San Juan nos relata su experiencia de ser portador del Evangelio: «La luz vino al mundo, pero los hombres amaron más las tinieblas que la luz, porque sus obras eran malas» (Jn 3,19). Todos tenemos experiencia personal de las tinieblas; cuando nos adentramos en ellas, perdemos el sentido del bien y del mal, los ojos del alma poco a poco se acostumbran a la oscuridad e ignoran la luz. El prelado del Opus Dei nos recuerda que, en esos momentos, «la fidelidad consiste en recorrer –con la gracia de Dios– el camino del hijo pródigo»5. Reconocemos que no vale la pena vivir en la oscuridad, recordamos que estamos llamados a ser resplandor de Dios.

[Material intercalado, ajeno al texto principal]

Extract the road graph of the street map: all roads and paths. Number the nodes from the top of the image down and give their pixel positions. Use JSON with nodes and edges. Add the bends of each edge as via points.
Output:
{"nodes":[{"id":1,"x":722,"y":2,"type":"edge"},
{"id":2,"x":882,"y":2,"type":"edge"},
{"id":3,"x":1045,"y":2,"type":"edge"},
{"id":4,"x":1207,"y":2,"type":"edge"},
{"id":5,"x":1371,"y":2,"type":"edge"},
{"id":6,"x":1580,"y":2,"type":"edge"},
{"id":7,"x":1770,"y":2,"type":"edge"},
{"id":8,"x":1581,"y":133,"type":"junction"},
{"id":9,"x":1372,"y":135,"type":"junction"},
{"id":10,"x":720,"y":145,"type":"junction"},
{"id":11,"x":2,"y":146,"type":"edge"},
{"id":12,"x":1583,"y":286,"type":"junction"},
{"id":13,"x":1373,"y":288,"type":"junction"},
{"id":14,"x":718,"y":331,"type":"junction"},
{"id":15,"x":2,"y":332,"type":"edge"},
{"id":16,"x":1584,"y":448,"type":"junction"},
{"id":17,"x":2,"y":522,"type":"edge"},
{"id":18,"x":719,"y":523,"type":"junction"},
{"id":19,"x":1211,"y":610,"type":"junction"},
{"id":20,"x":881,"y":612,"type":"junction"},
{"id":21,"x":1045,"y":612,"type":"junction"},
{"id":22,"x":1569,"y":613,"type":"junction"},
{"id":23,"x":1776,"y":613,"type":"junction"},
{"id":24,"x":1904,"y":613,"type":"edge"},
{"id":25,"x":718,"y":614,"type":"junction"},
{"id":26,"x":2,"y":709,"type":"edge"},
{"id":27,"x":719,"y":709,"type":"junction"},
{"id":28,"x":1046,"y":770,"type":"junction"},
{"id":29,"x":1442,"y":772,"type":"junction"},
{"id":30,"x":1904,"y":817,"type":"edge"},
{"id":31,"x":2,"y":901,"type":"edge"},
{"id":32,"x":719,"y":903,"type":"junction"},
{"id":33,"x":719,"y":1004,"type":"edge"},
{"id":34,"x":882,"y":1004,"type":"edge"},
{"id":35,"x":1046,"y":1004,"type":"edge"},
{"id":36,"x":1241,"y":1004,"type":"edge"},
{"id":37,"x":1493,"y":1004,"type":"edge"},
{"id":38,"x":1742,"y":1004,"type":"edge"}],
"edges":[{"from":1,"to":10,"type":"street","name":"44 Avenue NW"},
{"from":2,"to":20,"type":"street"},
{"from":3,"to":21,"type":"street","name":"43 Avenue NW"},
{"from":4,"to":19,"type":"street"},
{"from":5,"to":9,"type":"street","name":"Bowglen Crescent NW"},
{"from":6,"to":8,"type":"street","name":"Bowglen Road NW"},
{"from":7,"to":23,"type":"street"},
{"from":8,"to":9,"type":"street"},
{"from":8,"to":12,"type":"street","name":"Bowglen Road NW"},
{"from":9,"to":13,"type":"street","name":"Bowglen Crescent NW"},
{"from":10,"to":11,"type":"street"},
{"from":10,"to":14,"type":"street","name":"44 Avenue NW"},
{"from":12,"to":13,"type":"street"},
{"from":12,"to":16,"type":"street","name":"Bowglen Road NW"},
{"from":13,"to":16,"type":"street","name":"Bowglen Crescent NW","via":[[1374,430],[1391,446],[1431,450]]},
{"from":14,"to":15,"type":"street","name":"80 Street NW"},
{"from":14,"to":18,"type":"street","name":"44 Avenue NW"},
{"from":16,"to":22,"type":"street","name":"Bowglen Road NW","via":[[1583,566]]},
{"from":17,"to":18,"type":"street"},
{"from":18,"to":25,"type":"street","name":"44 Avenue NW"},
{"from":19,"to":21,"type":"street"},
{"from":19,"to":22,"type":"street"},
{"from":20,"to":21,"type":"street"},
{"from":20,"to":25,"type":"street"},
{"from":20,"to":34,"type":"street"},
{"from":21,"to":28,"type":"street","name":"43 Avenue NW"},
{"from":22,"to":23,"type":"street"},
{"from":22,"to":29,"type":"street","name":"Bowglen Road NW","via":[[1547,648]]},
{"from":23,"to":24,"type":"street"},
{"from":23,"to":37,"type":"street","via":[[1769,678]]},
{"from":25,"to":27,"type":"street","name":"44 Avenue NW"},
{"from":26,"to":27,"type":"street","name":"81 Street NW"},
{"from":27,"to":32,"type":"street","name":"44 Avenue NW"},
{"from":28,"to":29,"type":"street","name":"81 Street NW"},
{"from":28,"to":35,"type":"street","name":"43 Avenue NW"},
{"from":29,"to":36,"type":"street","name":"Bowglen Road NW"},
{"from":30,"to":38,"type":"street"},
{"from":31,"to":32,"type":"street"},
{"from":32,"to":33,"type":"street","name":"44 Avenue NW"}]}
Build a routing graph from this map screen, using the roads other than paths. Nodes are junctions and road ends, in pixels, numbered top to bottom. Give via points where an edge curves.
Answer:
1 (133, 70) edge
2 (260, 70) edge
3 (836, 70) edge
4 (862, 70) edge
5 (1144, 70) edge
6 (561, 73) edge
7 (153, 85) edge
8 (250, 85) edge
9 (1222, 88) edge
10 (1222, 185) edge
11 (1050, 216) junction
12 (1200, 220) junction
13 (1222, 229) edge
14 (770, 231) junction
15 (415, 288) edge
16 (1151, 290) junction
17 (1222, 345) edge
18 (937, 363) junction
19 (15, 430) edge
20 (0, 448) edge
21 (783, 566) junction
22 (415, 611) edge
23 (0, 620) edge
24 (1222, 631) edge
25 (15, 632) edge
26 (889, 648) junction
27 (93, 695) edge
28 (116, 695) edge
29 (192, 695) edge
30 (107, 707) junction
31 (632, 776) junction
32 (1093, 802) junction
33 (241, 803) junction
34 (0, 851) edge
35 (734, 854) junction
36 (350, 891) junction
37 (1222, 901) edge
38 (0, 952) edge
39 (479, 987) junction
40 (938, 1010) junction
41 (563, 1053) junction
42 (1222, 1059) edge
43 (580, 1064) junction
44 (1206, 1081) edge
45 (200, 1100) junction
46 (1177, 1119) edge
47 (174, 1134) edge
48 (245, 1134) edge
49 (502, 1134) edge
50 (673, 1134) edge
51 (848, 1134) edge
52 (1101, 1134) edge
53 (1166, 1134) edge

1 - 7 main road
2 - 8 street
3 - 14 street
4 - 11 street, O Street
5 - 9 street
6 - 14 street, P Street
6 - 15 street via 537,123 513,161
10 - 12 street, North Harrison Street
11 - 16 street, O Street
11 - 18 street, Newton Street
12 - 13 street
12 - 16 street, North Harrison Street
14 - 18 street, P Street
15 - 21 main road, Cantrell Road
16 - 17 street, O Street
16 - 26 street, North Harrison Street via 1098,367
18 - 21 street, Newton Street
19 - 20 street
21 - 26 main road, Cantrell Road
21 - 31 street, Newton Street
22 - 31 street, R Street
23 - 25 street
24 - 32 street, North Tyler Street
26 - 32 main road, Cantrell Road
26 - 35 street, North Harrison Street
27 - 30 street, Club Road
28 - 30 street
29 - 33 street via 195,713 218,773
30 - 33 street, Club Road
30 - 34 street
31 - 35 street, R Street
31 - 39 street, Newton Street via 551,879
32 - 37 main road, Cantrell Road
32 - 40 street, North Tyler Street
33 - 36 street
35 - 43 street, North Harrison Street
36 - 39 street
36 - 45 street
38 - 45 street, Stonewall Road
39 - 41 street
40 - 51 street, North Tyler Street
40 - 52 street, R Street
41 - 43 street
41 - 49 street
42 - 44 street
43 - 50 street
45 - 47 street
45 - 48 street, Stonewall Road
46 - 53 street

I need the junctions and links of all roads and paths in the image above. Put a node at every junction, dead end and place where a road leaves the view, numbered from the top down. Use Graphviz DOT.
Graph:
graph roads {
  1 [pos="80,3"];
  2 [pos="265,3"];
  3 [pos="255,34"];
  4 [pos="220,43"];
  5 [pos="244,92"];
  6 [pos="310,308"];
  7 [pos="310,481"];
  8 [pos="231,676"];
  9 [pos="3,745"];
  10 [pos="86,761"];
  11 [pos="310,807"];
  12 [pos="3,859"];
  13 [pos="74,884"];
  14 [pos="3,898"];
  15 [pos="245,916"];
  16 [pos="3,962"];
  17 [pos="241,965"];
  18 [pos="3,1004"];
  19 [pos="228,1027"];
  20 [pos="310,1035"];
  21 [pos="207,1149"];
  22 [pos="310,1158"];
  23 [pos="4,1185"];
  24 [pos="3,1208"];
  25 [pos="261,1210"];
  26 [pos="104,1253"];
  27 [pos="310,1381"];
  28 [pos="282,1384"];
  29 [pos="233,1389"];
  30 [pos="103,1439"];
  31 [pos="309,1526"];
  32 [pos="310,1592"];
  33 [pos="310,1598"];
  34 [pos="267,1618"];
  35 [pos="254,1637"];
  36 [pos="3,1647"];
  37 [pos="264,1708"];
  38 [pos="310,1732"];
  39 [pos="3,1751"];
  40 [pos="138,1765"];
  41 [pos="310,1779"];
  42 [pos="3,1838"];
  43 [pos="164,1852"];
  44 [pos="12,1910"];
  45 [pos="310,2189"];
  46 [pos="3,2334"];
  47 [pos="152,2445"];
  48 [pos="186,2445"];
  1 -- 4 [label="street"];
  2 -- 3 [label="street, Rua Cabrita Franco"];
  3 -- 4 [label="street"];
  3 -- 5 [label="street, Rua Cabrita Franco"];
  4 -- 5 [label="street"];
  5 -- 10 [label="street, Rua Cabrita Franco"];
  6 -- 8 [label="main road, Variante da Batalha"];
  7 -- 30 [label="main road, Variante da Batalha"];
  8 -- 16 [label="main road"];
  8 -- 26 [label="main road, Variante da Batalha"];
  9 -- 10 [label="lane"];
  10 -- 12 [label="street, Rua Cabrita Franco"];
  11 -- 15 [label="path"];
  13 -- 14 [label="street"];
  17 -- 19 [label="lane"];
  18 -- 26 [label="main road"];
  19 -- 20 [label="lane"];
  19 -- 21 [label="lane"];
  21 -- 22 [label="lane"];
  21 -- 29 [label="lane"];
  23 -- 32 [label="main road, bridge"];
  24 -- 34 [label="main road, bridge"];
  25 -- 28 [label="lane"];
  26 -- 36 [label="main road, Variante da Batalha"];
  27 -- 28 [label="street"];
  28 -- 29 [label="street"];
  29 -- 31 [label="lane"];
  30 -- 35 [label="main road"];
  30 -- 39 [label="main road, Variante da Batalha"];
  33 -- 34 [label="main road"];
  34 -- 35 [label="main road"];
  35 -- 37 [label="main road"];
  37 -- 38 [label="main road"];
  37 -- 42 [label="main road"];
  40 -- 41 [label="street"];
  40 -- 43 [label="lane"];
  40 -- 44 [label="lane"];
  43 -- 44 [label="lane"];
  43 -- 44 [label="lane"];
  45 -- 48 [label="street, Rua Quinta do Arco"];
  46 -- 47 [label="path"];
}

El gozo de la vida de un cristiano es compartir la misión con Jesús. Entonces descubrimos con profundidad quiénes somos. «El pecado es como un velo oscuro que cubre nuestro rostro y nos impide vernos claramente a nosotros mismos y al mundo; el perdón del Señor nos quita este manto de sombra y de tinieblas y nos da nueva luz»6. «¡Levántate y resplandece, porque llega tu luz!» (Is 60,1), dice Isaías. María protege siempre la lámpara de nuestra alma. Y si alguna vez se debilita, la enciende nuevamente con el fuego de su Hijo para que alumbre a los que necesitan su luz.